Exercise brief
Please list all lines of the material below in which the string "Кекілбайұлы" occurs.
Segment Start: Material for the task
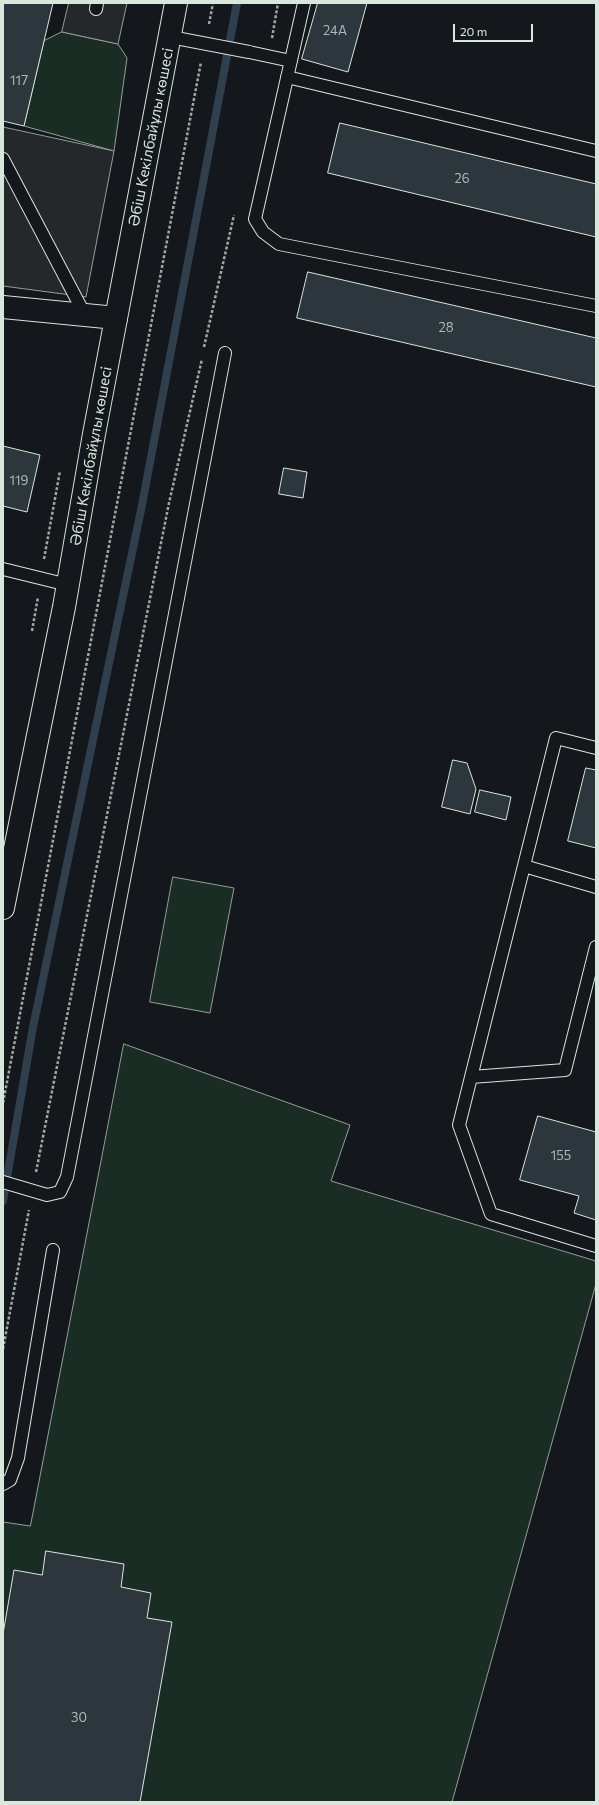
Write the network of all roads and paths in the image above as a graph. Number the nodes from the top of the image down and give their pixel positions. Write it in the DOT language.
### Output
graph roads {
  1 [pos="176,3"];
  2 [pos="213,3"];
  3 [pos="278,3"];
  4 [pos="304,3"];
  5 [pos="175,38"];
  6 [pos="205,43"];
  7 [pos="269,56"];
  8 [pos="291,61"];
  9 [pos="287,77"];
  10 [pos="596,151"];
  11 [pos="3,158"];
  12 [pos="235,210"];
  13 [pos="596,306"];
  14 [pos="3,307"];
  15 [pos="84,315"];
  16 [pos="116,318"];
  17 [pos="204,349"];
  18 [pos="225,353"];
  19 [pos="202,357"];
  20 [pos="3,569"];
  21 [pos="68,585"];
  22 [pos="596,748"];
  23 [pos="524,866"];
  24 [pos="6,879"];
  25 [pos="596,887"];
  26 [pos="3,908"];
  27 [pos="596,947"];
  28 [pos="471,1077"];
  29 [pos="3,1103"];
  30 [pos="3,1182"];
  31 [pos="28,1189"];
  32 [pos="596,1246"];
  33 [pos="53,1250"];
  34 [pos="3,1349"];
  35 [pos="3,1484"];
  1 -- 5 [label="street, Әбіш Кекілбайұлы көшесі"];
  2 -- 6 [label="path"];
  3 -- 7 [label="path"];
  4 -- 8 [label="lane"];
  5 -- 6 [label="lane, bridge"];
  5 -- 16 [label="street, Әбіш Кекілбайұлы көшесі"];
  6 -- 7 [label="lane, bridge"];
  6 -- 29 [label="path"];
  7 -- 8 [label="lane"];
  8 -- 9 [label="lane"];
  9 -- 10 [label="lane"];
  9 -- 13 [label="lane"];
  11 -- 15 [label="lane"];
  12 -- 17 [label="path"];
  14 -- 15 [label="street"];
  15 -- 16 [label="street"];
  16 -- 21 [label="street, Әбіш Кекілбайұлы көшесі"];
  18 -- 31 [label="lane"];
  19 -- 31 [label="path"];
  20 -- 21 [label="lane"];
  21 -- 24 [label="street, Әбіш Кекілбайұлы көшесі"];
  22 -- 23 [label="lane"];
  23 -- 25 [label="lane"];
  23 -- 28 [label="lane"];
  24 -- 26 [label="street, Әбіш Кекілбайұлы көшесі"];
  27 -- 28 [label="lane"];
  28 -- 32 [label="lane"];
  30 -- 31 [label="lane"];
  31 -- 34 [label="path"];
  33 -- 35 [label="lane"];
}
Segment End: Material for the task
Task response
  1 -- 5 [label="street, Әбіш Кекілбайұлы көшесі"];
  5 -- 16 [label="street, Әбіш Кекілбайұлы көшесі"];
  16 -- 21 [label="street, Әбіш Кекілбайұлы көшесі"];
  21 -- 24 [label="street, Әбіш Кекілбайұлы көшесі"];
  24 -- 26 [label="street, Әбіш Кекілбайұлы көшесі"];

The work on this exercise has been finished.